UNC physicians and researchers have collaborated with Malawian health leaders since 1990 to provide clinical care and research for HIV and other sexually transmitted diseases. This partnership led to the establishment of the UNC Project-Malawi site in Lilongwe.
As prevention and treatment interventions have improved the survival rates of people living with HIV in Malawi, cancer has emerged as a growing health problem in the country. In 2014, the Malawi Cancer Consortium was launched with funding from the National Cancer Institute to help fight cancer, particularly HIV-associated cancers.
Last year, Malawian leaders traveled to UNC-Chapel Hill to meet with UNC administrators, physicians and scientists to prepare for the opening of Malawi’s first dedicated cancer center, which is expected to be built this year adjacent to UNC Project-Malawi.
The newly funded cervical cancer project builds on the results of a pilot study led by co-principal investigator Dr. Lameck Chinula.

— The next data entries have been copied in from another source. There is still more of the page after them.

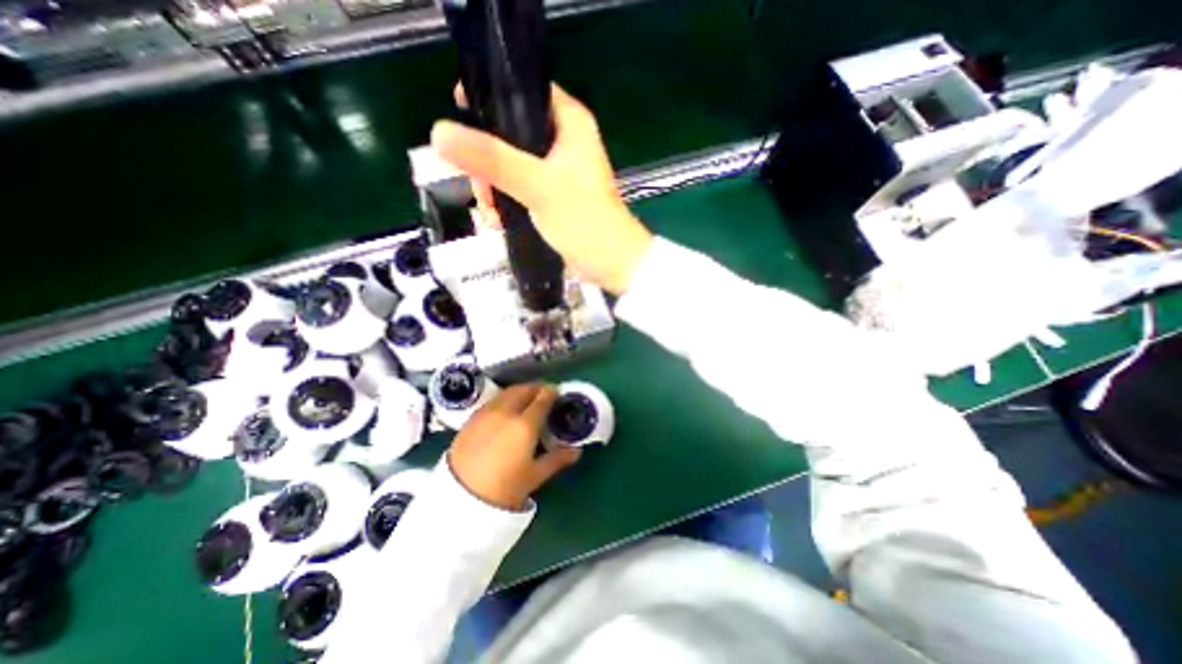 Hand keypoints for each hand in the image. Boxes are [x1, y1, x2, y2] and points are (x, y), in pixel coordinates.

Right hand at [433, 82, 656, 295]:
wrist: (610, 263)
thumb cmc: (584, 220)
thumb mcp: (538, 186)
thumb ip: (492, 159)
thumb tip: (439, 133)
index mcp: (569, 123)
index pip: (523, 90)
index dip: (490, 97)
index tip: (461, 115)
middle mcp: (564, 142)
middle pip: (510, 131)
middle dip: (487, 157)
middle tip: (478, 184)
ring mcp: (558, 172)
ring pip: (512, 164)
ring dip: (493, 184)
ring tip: (487, 208)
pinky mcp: (553, 197)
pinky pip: (519, 189)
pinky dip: (505, 201)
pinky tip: (495, 219)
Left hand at [450, 380, 580, 511]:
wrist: (459, 499)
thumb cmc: (503, 488)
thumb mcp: (535, 475)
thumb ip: (557, 459)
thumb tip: (576, 450)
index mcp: (525, 424)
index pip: (542, 398)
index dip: (552, 392)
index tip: (557, 393)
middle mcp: (506, 412)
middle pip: (524, 390)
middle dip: (535, 388)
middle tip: (543, 394)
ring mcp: (487, 413)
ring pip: (507, 392)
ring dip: (519, 391)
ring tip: (525, 399)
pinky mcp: (472, 418)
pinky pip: (493, 400)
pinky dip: (504, 399)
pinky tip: (505, 410) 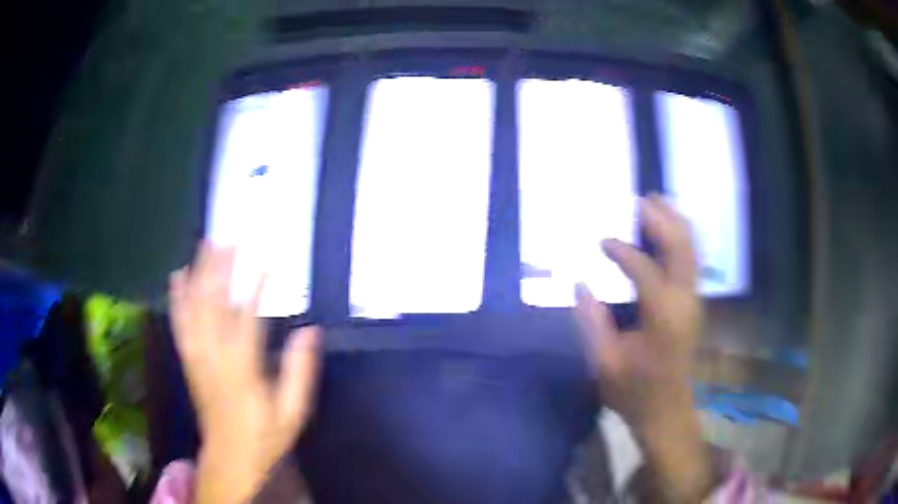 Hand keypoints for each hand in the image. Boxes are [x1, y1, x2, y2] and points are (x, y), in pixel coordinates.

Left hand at [169, 243, 319, 503]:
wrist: (229, 458)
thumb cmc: (264, 438)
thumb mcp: (292, 414)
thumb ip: (300, 373)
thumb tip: (310, 331)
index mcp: (242, 371)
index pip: (246, 320)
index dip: (255, 288)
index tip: (267, 263)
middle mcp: (214, 358)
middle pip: (213, 306)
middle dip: (220, 269)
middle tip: (229, 240)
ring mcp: (197, 358)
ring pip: (193, 309)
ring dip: (198, 274)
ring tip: (204, 245)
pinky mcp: (189, 361)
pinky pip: (180, 324)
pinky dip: (178, 298)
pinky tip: (177, 277)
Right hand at [575, 195, 700, 423]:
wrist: (666, 410)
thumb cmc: (634, 391)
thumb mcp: (604, 364)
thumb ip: (592, 322)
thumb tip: (580, 284)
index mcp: (662, 318)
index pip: (645, 270)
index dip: (623, 252)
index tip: (601, 242)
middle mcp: (684, 302)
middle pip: (680, 248)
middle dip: (663, 220)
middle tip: (642, 199)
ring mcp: (694, 302)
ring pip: (691, 251)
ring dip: (676, 224)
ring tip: (658, 203)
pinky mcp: (694, 304)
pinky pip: (692, 261)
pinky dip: (681, 239)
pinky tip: (669, 230) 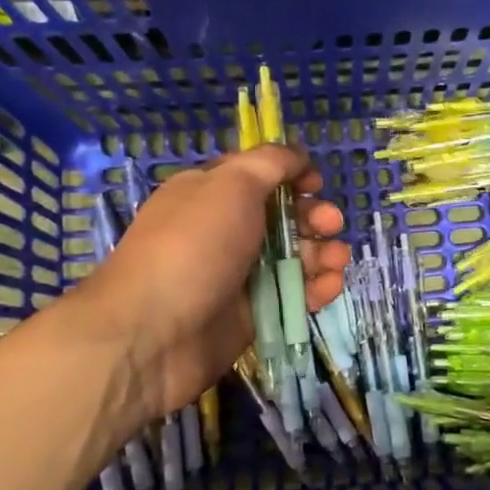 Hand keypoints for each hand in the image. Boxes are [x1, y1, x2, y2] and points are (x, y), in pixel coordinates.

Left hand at [74, 146, 347, 427]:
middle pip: (283, 217)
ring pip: (293, 257)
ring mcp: (238, 274)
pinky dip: (316, 289)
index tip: (316, 184)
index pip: (259, 175)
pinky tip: (330, 288)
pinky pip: (292, 295)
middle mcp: (225, 230)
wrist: (152, 334)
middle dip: (314, 217)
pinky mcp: (252, 314)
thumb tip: (297, 155)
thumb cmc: (193, 246)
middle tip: (331, 225)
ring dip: (323, 253)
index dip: (292, 176)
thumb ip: (270, 163)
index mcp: (212, 193)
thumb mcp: (231, 185)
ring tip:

During the pilot study, more than 400 rural women were screened for cervical cancer using a community-based screening approach, and then, if they were found to have precancerous lesions, were treated with thermocoagulation.
“We would like to see providers maximize any contacts they have with women and use the most efficient, culturally-sensitive screening test available to identify patients needing treatment for cervical pre-cancer,” Dr. Chinula said. “By allowing women to self-collect specimens for HPV testing, we hope to empower and increase the number of women screened. As a clinician-researcher who has had to deliver the bad news of an incurable cervical cancer diagnosis in Malawi, I can look to the future with hope that a day will come when these diagnoses will be a rare occurrence.”
According to the USAID, this is the first time the agency has funded programs to prevent cervical cancer in the context of broader women’s health, other than under the President’s Emergency Plan for AIDS Relief (PEPFAR). These new programs in Malawi and Mozambique will coordinate closely with PEPFAR investments in both countries.